[[ Exercise material open ]]

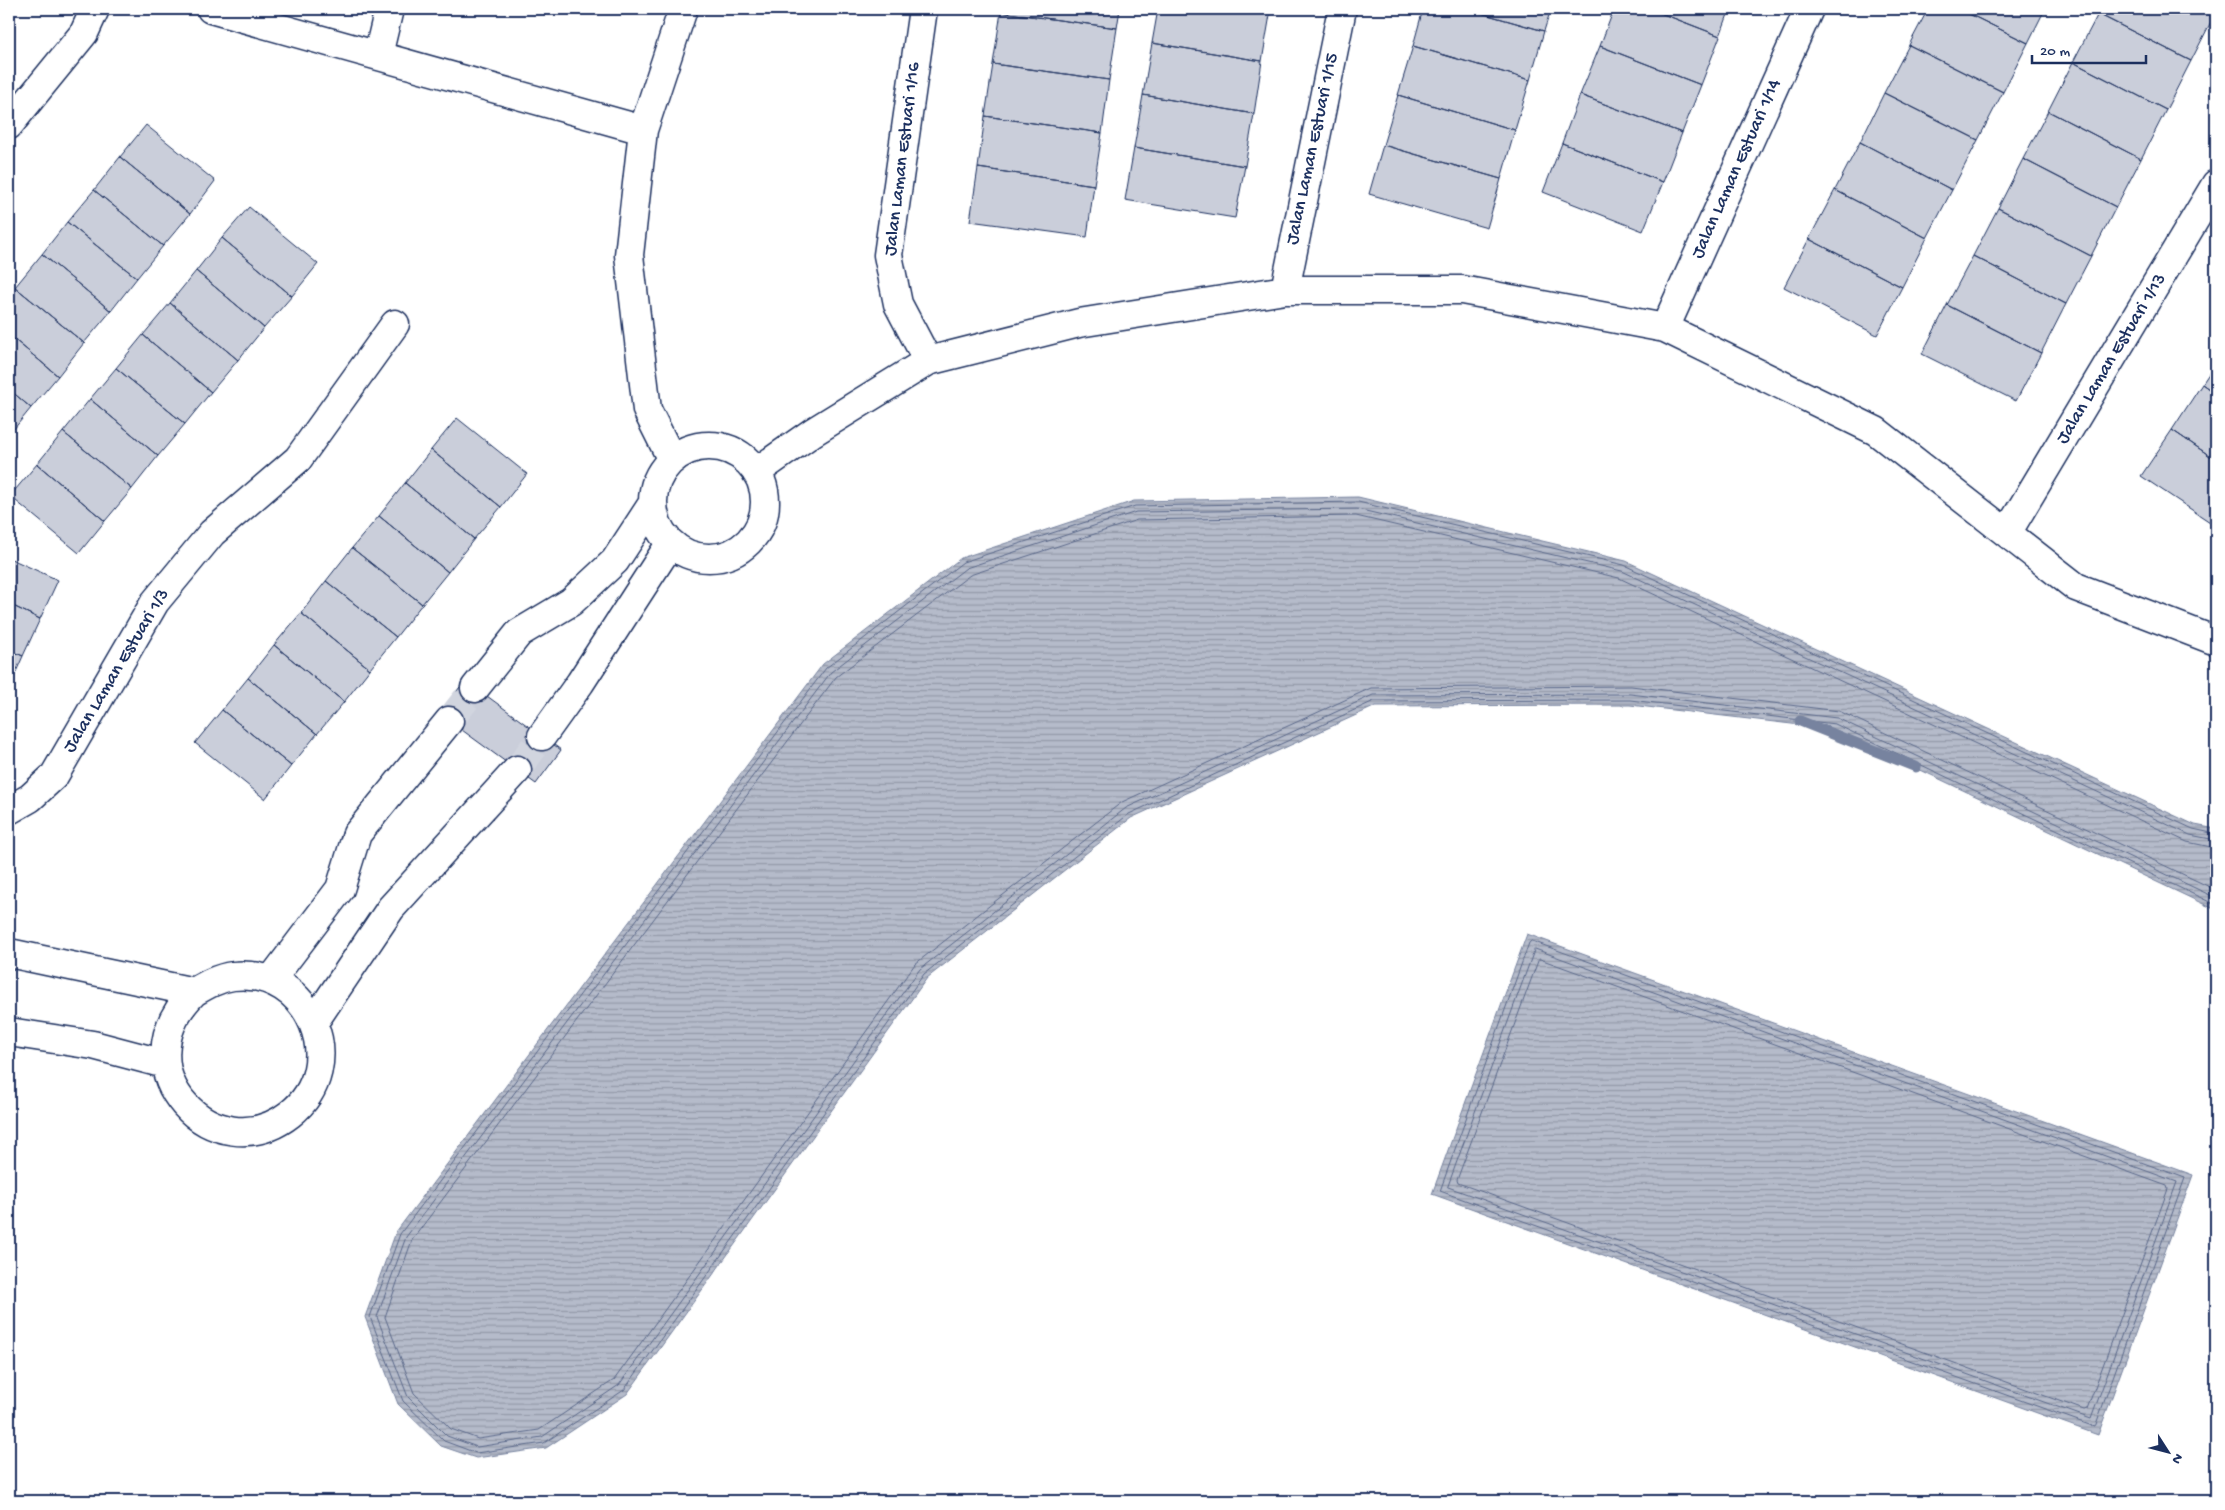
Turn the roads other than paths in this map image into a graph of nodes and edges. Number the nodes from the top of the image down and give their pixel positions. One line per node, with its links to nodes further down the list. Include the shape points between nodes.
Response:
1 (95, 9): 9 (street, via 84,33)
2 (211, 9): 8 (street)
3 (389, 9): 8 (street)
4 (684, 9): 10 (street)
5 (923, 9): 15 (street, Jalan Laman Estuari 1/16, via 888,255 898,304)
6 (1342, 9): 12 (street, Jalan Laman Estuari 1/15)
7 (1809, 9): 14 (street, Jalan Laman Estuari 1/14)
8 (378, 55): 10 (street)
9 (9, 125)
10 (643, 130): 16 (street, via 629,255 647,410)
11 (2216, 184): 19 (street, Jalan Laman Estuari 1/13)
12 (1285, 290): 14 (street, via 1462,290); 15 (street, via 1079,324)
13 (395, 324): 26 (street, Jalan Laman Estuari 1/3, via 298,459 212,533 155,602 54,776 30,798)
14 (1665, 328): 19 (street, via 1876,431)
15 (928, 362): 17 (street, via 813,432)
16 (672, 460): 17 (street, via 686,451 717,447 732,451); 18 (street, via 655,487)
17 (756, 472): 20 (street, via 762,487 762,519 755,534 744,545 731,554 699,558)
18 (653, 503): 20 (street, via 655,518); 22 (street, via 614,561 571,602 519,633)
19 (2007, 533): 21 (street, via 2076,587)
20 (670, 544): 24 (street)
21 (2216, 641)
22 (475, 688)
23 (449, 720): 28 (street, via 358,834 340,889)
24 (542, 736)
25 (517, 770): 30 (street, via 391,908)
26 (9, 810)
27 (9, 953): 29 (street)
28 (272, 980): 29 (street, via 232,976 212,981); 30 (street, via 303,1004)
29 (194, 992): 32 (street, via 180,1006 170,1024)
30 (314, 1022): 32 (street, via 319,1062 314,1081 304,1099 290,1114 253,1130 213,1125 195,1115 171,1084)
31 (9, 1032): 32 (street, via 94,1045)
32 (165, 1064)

[[ Exercise material closed ]]

From the listing above, return every line that contains the word "Jalan".

> Exercise response:
5 (923, 9): 15 (street, Jalan Laman Estuari 1/16, via 888,255 898,304)
6 (1342, 9): 12 (street, Jalan Laman Estuari 1/15)
7 (1809, 9): 14 (street, Jalan Laman Estuari 1/14)
11 (2216, 184): 19 (street, Jalan Laman Estuari 1/13)
13 (395, 324): 26 (street, Jalan Laman Estuari 1/3, via 298,459 212,533 155,602 54,776 30,798)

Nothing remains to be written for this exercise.